Given entries:
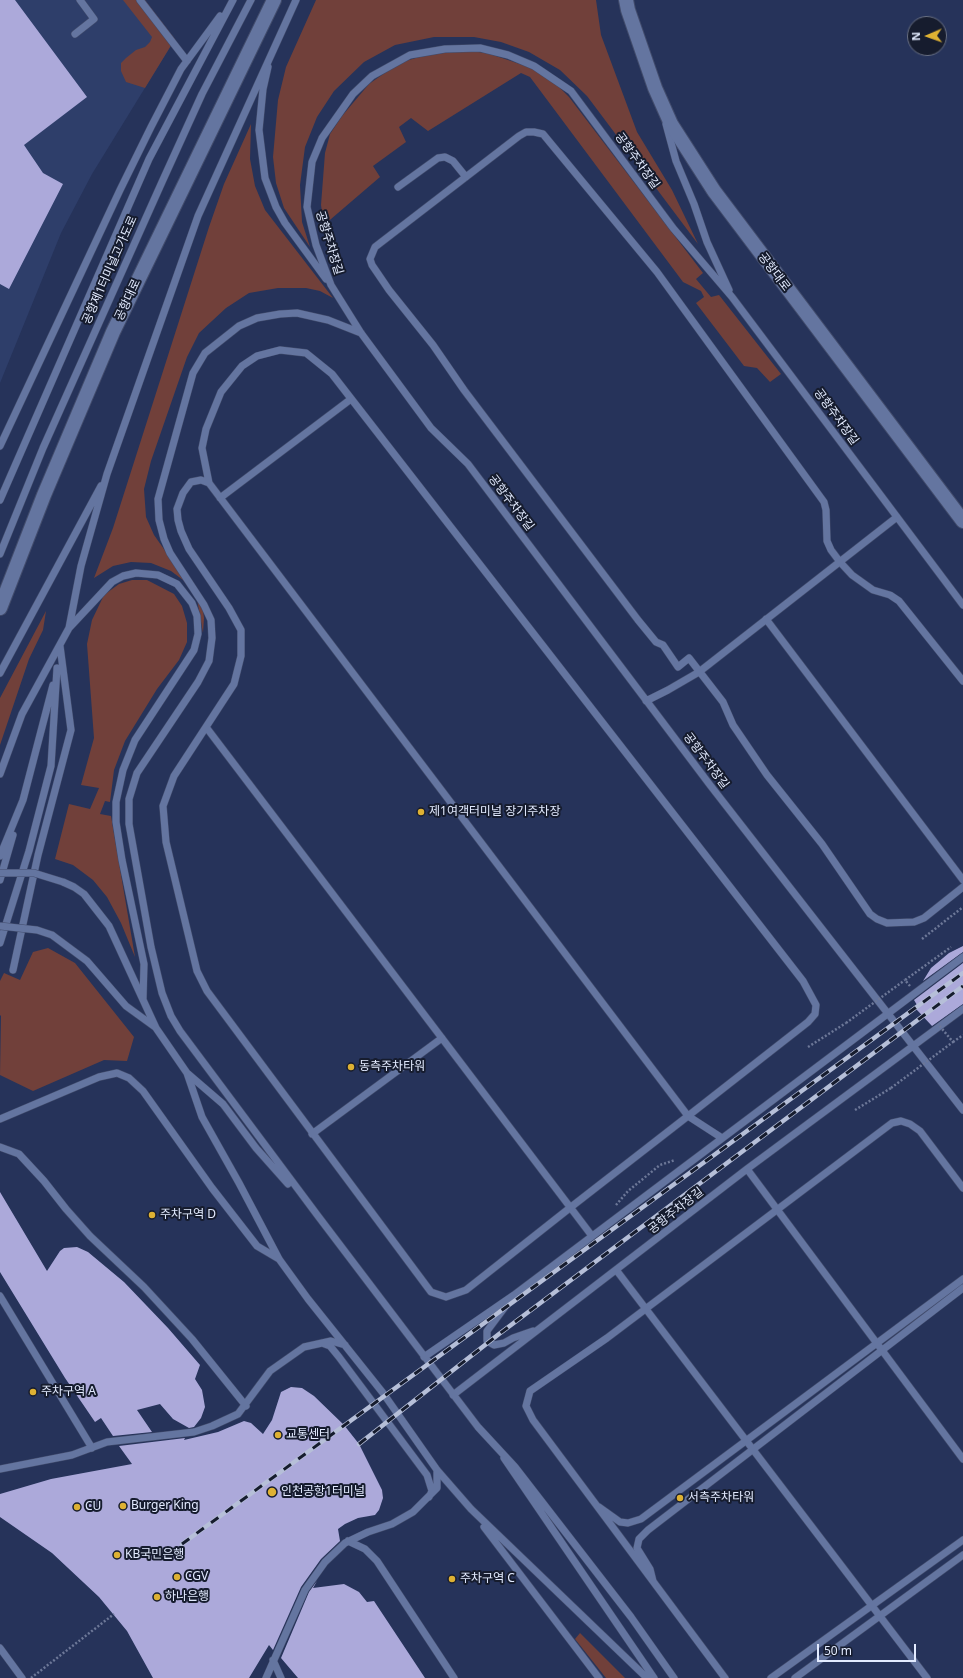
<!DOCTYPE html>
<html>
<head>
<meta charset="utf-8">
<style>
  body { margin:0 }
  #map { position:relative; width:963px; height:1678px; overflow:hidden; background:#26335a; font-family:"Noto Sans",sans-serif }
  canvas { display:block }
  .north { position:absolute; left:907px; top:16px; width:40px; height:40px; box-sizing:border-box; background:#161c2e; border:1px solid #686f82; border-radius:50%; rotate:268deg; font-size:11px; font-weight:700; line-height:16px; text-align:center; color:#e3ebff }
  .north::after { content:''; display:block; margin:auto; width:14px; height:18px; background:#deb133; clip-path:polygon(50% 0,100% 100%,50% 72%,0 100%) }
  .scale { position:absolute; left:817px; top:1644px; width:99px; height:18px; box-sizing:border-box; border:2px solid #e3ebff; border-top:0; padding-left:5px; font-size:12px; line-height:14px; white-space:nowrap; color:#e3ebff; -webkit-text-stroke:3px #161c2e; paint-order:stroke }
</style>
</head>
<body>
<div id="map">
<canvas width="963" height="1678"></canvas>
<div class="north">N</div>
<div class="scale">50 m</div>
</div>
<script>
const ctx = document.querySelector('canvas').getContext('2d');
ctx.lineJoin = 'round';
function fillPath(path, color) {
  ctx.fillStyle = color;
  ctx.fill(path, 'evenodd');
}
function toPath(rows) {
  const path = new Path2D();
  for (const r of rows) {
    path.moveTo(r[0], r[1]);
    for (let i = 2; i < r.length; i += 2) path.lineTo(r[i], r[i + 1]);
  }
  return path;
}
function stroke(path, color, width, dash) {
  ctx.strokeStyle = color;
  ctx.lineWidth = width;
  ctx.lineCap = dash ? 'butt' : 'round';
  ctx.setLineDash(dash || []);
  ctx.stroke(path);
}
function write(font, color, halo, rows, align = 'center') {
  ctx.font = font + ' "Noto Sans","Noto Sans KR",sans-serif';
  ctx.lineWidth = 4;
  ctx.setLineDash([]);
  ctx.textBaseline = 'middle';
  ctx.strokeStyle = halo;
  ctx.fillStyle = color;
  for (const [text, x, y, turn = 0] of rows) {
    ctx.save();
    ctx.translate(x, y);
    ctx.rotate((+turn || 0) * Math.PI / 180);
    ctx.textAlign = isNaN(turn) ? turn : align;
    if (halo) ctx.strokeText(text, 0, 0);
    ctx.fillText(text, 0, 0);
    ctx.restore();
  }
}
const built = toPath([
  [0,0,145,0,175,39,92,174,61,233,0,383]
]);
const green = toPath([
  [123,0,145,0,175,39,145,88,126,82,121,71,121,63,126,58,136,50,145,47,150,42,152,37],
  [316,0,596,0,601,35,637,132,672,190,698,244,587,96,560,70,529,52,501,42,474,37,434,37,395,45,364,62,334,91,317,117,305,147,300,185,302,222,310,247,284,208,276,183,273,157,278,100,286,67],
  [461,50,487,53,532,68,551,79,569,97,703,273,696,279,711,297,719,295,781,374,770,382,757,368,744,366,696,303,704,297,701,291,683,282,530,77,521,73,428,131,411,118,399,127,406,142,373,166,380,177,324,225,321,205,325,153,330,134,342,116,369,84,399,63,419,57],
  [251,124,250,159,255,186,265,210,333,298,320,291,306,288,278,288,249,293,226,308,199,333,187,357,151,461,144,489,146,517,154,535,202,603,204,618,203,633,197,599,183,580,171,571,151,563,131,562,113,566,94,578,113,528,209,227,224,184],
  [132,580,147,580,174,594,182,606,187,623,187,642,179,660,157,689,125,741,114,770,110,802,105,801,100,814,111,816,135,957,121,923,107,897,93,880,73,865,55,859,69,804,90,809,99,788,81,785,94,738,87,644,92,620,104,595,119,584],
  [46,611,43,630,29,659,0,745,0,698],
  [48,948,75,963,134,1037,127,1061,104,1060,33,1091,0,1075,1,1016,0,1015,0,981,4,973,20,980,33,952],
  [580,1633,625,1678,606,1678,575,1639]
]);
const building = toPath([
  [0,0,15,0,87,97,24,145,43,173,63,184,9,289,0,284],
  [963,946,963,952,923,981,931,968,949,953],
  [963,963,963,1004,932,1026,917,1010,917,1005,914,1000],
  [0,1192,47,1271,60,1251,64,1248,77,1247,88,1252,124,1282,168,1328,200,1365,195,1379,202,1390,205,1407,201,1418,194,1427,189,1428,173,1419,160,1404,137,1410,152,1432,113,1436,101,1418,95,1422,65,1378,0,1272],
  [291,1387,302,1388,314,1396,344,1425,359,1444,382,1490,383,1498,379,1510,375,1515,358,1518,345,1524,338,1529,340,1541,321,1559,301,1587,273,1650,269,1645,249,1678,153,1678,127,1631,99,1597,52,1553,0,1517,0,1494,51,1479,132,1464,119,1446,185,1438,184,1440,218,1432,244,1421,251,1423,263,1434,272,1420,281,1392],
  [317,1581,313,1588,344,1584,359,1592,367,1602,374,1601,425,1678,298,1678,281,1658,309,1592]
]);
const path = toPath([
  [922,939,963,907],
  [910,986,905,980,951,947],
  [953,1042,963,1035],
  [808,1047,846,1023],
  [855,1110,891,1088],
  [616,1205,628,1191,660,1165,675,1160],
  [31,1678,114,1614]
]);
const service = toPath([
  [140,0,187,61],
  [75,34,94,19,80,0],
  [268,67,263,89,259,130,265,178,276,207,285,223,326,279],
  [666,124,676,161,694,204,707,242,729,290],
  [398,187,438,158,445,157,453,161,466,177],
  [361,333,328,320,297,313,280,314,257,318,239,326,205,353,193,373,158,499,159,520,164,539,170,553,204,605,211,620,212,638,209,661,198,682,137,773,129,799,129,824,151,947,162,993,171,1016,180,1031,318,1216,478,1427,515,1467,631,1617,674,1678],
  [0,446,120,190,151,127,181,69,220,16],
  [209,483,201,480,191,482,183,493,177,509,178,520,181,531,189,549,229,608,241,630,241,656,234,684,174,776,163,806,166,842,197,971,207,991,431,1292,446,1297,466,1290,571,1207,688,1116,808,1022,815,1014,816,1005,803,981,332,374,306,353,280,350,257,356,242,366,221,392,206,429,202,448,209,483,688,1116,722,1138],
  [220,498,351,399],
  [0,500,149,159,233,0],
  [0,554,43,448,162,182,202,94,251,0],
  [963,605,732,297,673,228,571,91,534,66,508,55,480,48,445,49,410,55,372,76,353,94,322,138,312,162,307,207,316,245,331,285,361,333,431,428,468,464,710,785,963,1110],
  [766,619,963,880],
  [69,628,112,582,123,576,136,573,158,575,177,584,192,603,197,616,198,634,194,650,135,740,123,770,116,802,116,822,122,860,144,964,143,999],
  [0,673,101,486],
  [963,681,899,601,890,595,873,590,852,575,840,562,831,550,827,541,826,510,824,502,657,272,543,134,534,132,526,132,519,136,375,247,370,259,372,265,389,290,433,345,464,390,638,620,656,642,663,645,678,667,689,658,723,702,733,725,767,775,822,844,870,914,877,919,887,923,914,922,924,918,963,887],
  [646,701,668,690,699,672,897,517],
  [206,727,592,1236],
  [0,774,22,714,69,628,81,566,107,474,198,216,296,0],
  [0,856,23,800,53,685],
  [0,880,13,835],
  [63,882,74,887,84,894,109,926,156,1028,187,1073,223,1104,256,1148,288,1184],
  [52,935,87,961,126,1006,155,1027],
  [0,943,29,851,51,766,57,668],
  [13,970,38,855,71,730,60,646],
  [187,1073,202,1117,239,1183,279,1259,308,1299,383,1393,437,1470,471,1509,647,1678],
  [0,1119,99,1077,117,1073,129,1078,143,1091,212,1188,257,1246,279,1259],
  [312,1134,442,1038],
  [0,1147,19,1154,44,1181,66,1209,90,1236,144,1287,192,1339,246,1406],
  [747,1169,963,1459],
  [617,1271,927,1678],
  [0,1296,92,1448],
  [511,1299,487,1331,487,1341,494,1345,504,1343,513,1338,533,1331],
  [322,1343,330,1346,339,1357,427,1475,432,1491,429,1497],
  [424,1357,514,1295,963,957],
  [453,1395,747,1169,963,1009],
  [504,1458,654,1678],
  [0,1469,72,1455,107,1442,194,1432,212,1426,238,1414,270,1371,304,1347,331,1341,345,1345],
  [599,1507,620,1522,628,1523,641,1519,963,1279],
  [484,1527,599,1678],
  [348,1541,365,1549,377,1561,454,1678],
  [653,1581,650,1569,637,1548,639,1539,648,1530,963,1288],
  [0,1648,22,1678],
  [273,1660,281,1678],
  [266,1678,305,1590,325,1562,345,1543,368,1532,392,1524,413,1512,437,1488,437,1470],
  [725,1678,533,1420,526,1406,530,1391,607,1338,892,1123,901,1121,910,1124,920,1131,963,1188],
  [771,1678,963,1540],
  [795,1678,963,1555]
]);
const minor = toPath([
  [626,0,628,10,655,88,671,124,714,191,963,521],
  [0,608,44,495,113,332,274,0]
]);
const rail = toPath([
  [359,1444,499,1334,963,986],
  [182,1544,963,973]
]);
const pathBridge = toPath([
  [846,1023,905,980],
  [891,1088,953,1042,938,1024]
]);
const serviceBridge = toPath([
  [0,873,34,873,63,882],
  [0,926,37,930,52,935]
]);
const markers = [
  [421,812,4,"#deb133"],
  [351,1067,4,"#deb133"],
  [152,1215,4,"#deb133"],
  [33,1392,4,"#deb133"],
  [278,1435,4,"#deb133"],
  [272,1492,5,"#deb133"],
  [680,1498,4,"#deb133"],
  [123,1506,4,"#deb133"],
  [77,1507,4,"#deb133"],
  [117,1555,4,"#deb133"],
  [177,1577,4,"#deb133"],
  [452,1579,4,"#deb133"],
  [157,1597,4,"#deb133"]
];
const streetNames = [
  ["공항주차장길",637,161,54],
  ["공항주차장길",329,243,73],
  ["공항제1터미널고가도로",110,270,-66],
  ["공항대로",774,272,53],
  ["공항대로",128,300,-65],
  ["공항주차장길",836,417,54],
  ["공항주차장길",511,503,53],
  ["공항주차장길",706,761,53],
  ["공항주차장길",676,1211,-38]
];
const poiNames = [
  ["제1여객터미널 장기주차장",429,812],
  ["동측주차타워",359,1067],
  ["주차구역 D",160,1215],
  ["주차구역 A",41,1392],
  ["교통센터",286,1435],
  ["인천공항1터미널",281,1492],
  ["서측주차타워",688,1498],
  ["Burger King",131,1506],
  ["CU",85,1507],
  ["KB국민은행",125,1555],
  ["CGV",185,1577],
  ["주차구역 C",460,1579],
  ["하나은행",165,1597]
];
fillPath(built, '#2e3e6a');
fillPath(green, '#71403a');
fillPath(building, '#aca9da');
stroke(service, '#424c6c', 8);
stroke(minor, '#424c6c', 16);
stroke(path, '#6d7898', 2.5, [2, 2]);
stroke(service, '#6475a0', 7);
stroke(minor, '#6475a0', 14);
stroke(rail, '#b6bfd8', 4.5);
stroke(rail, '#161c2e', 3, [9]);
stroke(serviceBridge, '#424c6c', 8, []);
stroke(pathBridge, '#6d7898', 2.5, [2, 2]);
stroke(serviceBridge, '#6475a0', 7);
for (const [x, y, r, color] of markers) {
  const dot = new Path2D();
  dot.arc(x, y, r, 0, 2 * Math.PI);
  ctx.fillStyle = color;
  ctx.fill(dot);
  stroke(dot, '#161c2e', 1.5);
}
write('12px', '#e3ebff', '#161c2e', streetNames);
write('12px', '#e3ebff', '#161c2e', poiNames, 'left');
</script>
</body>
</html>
...
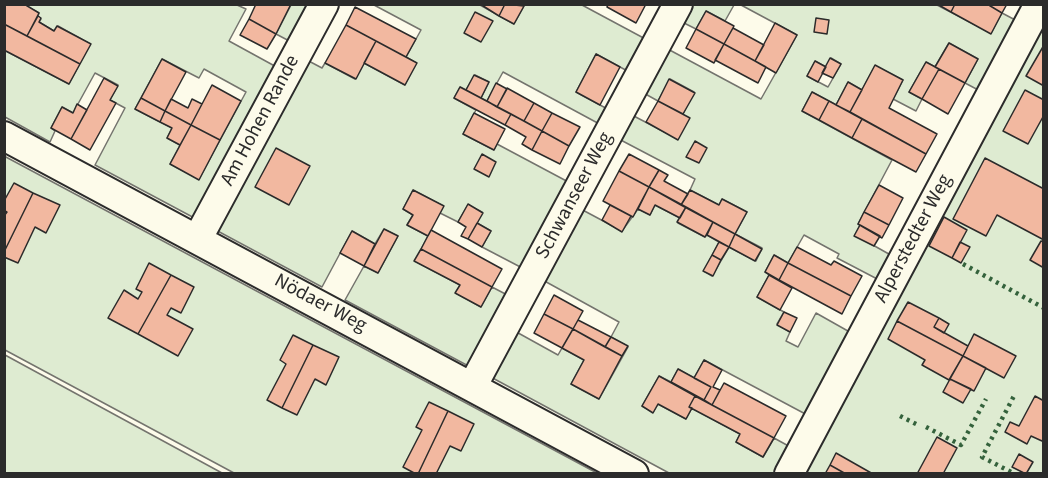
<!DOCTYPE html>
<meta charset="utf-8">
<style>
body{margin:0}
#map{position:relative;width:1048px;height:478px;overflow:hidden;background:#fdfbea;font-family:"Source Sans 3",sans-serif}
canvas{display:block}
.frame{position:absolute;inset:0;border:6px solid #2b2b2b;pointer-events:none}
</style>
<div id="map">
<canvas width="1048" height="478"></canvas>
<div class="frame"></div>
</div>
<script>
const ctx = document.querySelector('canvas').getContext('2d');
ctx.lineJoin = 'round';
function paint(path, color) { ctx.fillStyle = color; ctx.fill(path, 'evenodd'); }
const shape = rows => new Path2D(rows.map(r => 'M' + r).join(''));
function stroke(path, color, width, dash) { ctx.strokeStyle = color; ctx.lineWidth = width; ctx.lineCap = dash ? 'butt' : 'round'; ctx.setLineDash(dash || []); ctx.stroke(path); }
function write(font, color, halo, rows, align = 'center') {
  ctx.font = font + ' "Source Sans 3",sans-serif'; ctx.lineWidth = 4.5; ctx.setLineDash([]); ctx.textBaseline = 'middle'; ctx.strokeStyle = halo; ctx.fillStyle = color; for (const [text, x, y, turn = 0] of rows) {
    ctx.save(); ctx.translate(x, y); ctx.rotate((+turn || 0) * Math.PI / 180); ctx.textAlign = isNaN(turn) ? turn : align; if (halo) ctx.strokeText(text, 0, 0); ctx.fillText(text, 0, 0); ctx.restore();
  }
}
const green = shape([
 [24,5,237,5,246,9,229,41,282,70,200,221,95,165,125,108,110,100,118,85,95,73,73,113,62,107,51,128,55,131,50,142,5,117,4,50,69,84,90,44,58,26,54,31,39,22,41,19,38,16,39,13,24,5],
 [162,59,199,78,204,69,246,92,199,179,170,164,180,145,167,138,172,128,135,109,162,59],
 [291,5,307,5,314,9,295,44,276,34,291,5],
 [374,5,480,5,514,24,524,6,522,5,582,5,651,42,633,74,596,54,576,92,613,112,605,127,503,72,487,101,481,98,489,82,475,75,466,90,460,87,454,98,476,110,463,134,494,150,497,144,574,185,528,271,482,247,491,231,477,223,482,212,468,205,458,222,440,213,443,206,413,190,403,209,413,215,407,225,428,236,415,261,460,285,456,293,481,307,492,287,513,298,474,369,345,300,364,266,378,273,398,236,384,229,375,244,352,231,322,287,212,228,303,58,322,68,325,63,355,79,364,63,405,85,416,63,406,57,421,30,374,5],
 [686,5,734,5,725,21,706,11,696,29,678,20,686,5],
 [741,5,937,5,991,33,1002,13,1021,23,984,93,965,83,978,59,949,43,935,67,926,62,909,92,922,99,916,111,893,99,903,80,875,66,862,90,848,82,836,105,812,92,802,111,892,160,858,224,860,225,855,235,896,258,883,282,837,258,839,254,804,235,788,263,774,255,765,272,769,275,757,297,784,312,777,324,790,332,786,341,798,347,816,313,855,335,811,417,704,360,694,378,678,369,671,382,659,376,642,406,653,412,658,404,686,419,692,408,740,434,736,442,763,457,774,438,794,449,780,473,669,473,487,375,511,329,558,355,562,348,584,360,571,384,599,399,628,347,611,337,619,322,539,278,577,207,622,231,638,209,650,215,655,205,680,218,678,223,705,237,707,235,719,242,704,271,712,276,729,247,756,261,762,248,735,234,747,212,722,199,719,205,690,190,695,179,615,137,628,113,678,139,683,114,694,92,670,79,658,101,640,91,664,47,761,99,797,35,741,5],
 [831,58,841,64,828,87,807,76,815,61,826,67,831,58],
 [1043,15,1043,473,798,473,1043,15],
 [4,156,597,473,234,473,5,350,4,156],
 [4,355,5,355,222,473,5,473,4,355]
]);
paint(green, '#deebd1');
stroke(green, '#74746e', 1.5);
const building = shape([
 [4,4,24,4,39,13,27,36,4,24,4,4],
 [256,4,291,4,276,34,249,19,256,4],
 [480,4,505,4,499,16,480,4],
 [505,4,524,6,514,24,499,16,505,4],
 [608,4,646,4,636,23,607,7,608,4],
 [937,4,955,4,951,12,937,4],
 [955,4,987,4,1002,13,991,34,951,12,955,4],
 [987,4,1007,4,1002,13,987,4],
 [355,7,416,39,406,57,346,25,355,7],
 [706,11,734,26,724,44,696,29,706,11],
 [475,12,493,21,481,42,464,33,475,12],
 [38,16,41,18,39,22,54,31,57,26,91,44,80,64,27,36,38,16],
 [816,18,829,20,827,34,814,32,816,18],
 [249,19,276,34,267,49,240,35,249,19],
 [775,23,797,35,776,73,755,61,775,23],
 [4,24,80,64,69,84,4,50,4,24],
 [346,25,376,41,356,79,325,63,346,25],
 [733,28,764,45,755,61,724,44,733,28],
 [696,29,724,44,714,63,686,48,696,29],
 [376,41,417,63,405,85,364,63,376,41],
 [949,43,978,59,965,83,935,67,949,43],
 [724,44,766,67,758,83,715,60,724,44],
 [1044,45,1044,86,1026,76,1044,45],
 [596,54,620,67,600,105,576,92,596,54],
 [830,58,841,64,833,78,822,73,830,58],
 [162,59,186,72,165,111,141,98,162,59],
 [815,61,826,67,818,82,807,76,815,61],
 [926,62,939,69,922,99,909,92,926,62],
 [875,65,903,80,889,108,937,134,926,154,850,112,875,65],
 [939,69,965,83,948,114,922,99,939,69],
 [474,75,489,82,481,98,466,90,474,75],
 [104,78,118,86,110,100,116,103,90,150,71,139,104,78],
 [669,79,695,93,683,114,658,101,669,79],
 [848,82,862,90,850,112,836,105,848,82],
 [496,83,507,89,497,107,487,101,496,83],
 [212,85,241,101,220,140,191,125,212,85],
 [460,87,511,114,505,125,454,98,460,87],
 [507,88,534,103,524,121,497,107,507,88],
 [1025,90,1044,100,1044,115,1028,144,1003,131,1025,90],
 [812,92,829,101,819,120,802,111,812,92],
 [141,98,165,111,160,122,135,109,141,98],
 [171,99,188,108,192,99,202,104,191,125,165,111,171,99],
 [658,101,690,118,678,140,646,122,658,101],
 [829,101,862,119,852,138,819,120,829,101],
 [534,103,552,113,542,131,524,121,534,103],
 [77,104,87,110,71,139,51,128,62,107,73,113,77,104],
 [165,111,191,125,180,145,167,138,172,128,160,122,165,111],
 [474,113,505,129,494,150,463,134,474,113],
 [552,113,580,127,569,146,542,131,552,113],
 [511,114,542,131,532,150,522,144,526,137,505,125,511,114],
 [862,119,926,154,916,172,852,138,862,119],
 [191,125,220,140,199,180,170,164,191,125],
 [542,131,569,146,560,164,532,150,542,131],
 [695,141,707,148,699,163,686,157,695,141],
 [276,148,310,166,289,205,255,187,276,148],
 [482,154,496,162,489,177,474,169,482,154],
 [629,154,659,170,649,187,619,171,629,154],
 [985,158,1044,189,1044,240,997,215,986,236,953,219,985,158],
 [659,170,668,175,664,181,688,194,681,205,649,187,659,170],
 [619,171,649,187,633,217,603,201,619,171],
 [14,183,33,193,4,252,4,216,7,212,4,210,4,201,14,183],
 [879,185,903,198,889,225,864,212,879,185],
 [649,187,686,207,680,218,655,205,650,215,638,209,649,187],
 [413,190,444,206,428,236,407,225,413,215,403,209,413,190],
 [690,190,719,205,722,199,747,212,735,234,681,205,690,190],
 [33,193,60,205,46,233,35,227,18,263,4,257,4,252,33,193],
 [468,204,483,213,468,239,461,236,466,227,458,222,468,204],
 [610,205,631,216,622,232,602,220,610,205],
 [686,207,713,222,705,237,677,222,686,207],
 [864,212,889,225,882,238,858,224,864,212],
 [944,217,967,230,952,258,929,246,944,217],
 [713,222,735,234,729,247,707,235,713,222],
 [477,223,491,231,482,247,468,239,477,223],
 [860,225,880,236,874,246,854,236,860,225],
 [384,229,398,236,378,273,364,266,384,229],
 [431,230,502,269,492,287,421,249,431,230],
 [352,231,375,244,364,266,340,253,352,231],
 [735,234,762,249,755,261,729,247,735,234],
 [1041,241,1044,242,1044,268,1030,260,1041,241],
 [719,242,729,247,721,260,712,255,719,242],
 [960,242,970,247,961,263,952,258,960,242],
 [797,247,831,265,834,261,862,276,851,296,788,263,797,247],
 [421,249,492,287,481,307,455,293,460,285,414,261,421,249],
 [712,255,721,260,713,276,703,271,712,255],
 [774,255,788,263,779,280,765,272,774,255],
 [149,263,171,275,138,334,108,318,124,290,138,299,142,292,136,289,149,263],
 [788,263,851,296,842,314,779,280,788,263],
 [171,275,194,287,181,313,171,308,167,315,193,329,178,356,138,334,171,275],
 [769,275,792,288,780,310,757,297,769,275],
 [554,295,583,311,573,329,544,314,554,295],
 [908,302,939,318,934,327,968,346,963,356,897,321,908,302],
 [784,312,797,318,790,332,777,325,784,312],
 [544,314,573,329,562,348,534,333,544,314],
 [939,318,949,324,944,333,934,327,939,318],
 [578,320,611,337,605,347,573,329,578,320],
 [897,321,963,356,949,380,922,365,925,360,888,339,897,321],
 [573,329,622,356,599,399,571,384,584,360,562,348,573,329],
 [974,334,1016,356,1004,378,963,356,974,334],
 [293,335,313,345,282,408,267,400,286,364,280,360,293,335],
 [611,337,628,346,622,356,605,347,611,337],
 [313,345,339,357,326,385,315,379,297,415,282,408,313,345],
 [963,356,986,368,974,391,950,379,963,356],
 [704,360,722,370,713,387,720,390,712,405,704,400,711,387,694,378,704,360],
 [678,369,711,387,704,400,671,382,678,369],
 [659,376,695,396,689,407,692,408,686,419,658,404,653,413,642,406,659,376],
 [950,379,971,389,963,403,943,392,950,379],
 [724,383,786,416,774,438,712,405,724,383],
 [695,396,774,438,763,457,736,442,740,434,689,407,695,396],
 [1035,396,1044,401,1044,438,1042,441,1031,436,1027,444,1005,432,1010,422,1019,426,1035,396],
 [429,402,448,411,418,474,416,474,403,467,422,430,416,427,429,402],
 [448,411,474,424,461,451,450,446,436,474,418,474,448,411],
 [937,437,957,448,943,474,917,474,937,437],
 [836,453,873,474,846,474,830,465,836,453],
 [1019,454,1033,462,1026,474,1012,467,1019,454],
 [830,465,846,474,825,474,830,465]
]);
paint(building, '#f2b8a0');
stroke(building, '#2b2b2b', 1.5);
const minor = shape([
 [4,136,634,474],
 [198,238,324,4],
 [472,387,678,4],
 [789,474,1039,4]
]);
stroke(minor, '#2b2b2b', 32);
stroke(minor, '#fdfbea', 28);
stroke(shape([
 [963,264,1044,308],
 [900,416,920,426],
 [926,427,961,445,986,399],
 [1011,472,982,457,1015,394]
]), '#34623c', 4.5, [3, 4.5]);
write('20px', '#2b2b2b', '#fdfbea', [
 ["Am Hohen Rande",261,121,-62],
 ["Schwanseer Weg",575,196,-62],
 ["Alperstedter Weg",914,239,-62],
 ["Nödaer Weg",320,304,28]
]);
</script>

Exercise: For this exercise, copy each line from the listing above that has the word "evenodd".

Answer area:
  ctx.fill(path, 'evenodd');
function paint(path, color) { ctx.fillStyle = color; ctx.fill(path, 'evenodd'); }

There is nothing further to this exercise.